Third, the Sabbath is a celebration of the resurrection and the future re-establishment of the Sabbath.  In the Old Testament, the fourth commandment looked backwards at the original creation and how God ceased his work on the seventh day.  In the New Testament, the Christians wisely shifted the focus from the seventh day to the first day of the week, which was the day of the resurrection of Christ.  By doing this, they were looking forward to Christ’s second coming and the New Creation when the Sabbath reign of God will be re-established.  We no longer look back and remember what should have been; instead, we look forward and eagerly await the new heavens and the new earth.  In Christ, we see the in-breaking of these future realities and a foretaste of the health and wholeness and full reign of the Kingdom that is to come.  The man with the withered hand who comes forward in this passage is a picture of all of us, crippled by the Fall and withering away because of sin.  When Jesus heals him, He is not breaking the Sabbath.  Rather, the Sabbath is breaking into this man’s life!   Whenever Christ moves in our lives, He’s inbreaking into our lives with a glimpse of the true Sabbath!  He’s giving us a glimpse of what life under God’s Sabbath reign is like, the true rule of God where sin and decay have no hold.  Jesus embodies the very essence of what Sabbath is – the rule and reign of God perfectly demonstrated in the life of the Son of God.  A whole new life is present in the person of Jesus, a life that reverses death and decay, a life that gives a foretaste and a glimpse of what God’s rule is like.
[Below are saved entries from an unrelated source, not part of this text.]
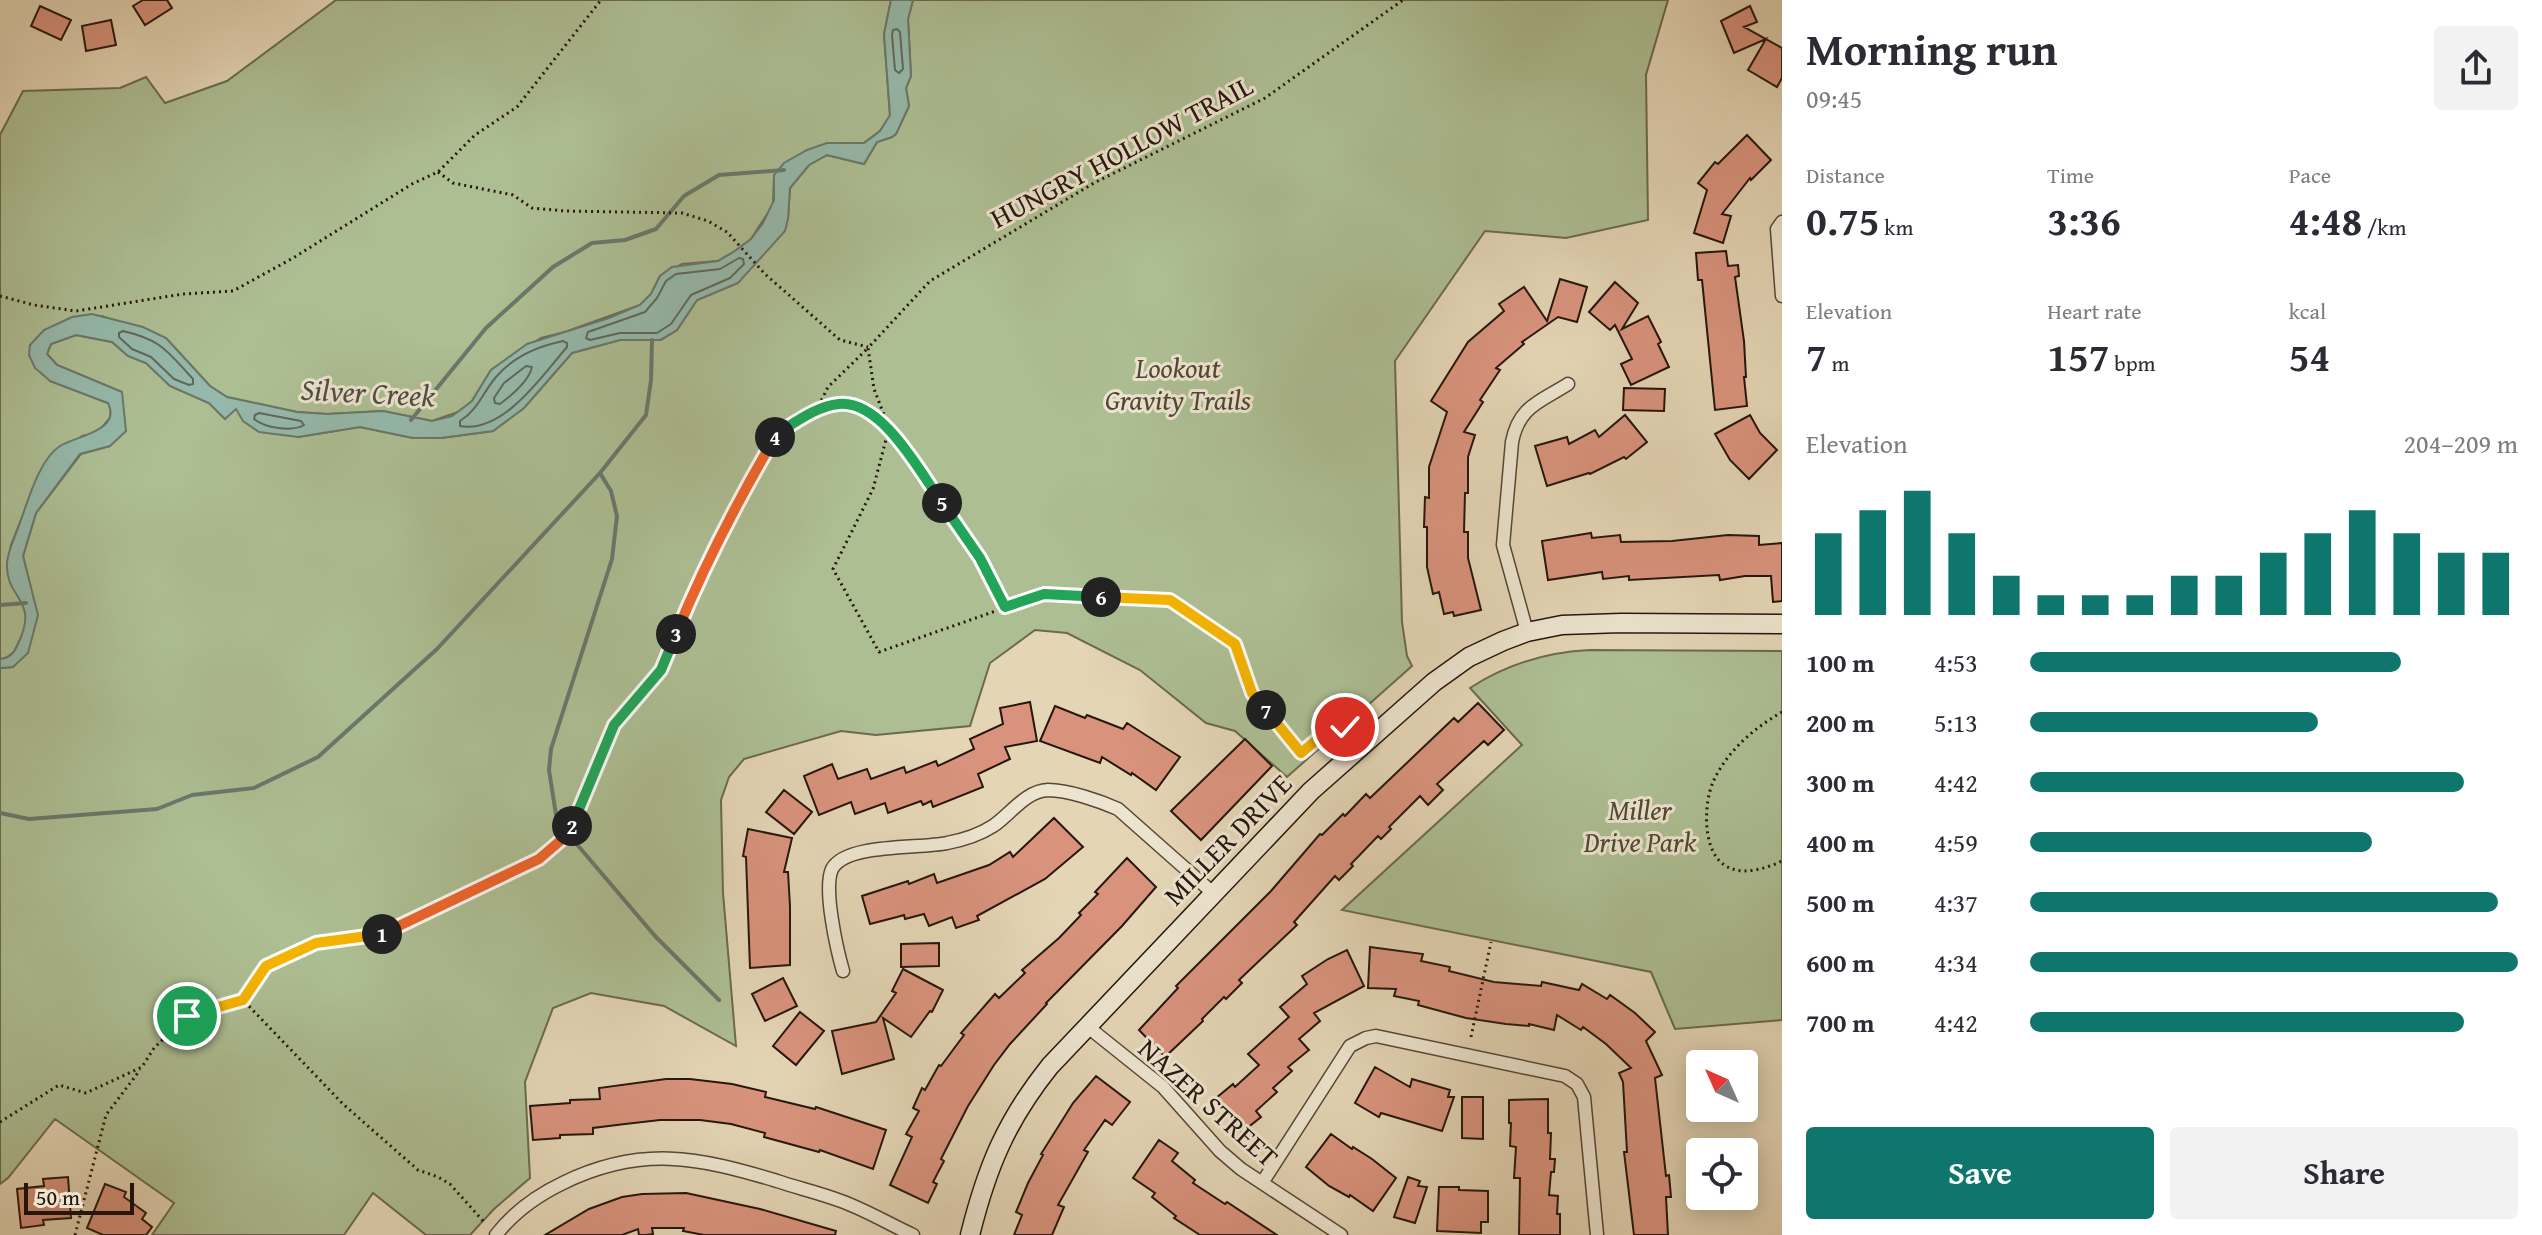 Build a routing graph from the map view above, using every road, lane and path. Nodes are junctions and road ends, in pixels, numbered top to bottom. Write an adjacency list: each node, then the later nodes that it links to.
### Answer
1 (601, 0): 3 (path)
2 (1403, 0): 7 (path, HUNGRY HOLLOW TRAIL)
3 (438, 172): 5 (path); 7 (path)
4 (1782, 222): 6 (street)
5 (0, 296)
6 (1782, 296)
7 (868, 348): 9 (path, HUNGRY HOLLOW TRAIL); 10 (path)
8 (1568, 384): 13 (street)
9 (816, 411): 10 (path); 20 (path)
10 (889, 428): 11 (path); 11 (path)
11 (1005, 607): 15 (path)
12 (1782, 624): 13 (street, MILLER DRIVE)
13 (1527, 632): 17 (street, MILLER DRIVE)
14 (1782, 712): 16 (path)
15 (1345, 727)
16 (1782, 861)
17 (1213, 893): 19 (street); 21 (street, MILLER DRIVE)
18 (1491, 942): 22 (path)
19 (843, 971)
20 (243, 1000): 23 (path); 26 (path)
21 (1088, 1027): 25 (street, NAZER STREET); 30 (street, MILLER DRIVE)
22 (1471, 1037)
23 (142, 1067): 24 (path); 27 (path)
24 (0, 1122)
25 (1262, 1183): 31 (street, NAZER STREET); 32 (street)
26 (483, 1221)
27 (75, 1235)
28 (496, 1235): 29 (street)
29 (913, 1235)
30 (970, 1235)
31 (1341, 1235)
32 (1597, 1235) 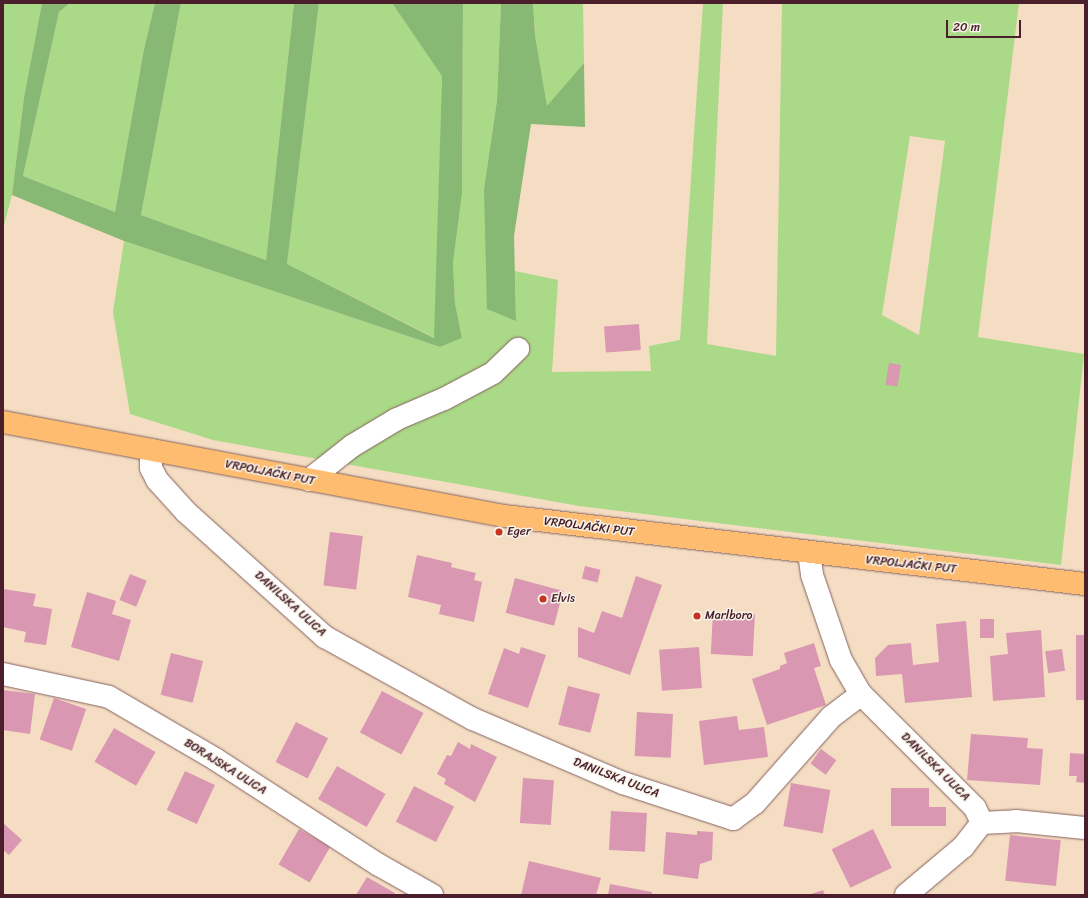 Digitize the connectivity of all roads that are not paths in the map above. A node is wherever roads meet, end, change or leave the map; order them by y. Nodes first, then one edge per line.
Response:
1 (518, 349) dead end
2 (3, 422) edge
3 (151, 450) junction
4 (309, 480) junction
5 (809, 553) junction
6 (1085, 584) edge
7 (3, 674) edge
8 (861, 694) junction
9 (982, 823) junction
10 (1085, 828) edge
11 (432, 895) edge
12 (906, 895) edge

1 - 4 street
2 - 3 main road, VRPOLJAČKI PUT
3 - 4 main road, VRPOLJAČKI PUT
3 - 8 street, DANILSKA ULICA
4 - 5 main road, VRPOLJAČKI PUT
5 - 6 main road, VRPOLJAČKI PUT
5 - 8 street
7 - 11 street, BORAJSKA ULICA
8 - 9 street, DANILSKA ULICA
9 - 10 street
9 - 12 street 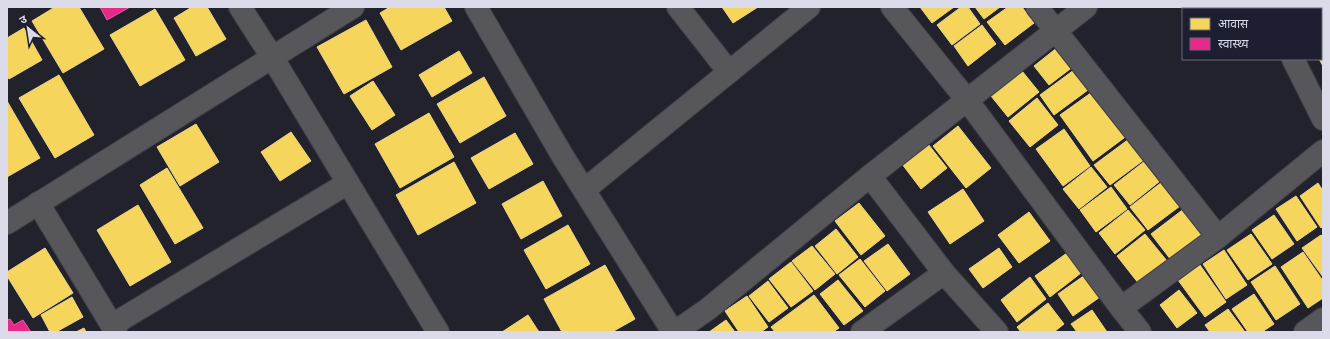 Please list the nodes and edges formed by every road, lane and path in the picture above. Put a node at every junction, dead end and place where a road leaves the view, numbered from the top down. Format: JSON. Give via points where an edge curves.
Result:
{"nodes":[{"id":1,"x":240,"y":7,"type":"edge"},
{"id":2,"x":353,"y":7,"type":"edge"},
{"id":3,"x":476,"y":7,"type":"edge"},
{"id":4,"x":678,"y":7,"type":"edge"},
{"id":5,"x":809,"y":7,"type":"edge"},
{"id":6,"x":892,"y":7,"type":"edge"},
{"id":7,"x":1037,"y":7,"type":"edge"},
{"id":8,"x":1086,"y":7,"type":"edge"},
{"id":9,"x":1055,"y":31,"type":"junction"},
{"id":10,"x":272,"y":57,"type":"junction"},
{"id":11,"x":1294,"y":60,"type":"edge"},
{"id":12,"x":729,"y":72,"type":"junction"},
{"id":13,"x":968,"y":100,"type":"junction"},
{"id":14,"x":1323,"y":119,"type":"edge"},
{"id":15,"x":1323,"y":151,"type":"edge"},
{"id":16,"x":870,"y":176,"type":"junction"},
{"id":17,"x":348,"y":183,"type":"junction"},
{"id":18,"x":584,"y":190,"type":"junction"},
{"id":19,"x":38,"y":203,"type":"junction"},
{"id":20,"x":7,"y":222,"type":"edge"},
{"id":21,"x":1218,"y":237,"type":"junction"},
{"id":22,"x":944,"y":273,"type":"junction"},
{"id":23,"x":1121,"y":308,"type":"junction"},
{"id":24,"x":1323,"y":319,"type":"edge"},
{"id":25,"x":114,"y":329,"type":"edge"},
{"id":26,"x":438,"y":332,"type":"edge"},
{"id":27,"x":674,"y":332,"type":"edge"},
{"id":28,"x":862,"y":332,"type":"edge"},
{"id":29,"x":997,"y":332,"type":"edge"},
{"id":30,"x":1140,"y":332,"type":"edge"},
{"id":31,"x":1306,"y":332,"type":"edge"}],
"edges":[{"from":1,"to":10,"type":"street"},
{"from":2,"to":10,"type":"street"},
{"from":3,"to":18,"type":"street"},
{"from":4,"to":12,"type":"street"},
{"from":5,"to":12,"type":"street"},
{"from":6,"to":13,"type":"street"},
{"from":7,"to":9,"type":"street"},
{"from":8,"to":9,"type":"street"},
{"from":9,"to":13,"type":"street"},
{"from":9,"to":21,"type":"street"},
{"from":10,"to":17,"type":"street"},
{"from":10,"to":19,"type":"street"},
{"from":11,"to":14,"type":"street"},
{"from":12,"to":18,"type":"street"},
{"from":13,"to":16,"type":"street"},
{"from":13,"to":23,"type":"street"},
{"from":15,"to":21,"type":"street"},
{"from":16,"to":22,"type":"street"},
{"from":16,"to":27,"type":"street","via":[[708,309]]},
{"from":17,"to":25,"type":"street"},
{"from":17,"to":26,"type":"street"},
{"from":18,"to":27,"type":"street"},
{"from":19,"to":20,"type":"street"},
{"from":19,"to":25,"type":"street"},
{"from":21,"to":23,"type":"street"},
{"from":22,"to":28,"type":"street"},
{"from":22,"to":29,"type":"street"},
{"from":23,"to":30,"type":"street"},
{"from":24,"to":31,"type":"street"}]}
Unfortunately, the Pharisees miss this altogether.  All they can see is that Jesus is breaking their legalistic rules of what should and should not be done on the Sabbath.  This is one of the few times in the New Testament which records that Jesus was angry.  His was not the kind of sinful anger which we have, but rather a true righteous anger that the Pharisees have so blindly missed the very point of the Sabbath.  It is not a day to get lost in a legalistic debate about what constitutes work, but rather a day to celebrate God doing that which we cannot do.  It is a day to regain proper perspective on our lives, and thus carry that perspective into the work of the days ahead.  It is a day to celebrate God’s reign and rule in the world, and to look forward to the consummation of that reality.  While the Pharisees were lost in their web of regulations and requirements for the Sabbath, they missed what was right in front of their eyes: the very embodiment of the Sabbath of God, the inbreaking of that great reality which they, as the religious leaders, should have been seeking.  They missed the Lord of the Sabbath Himself.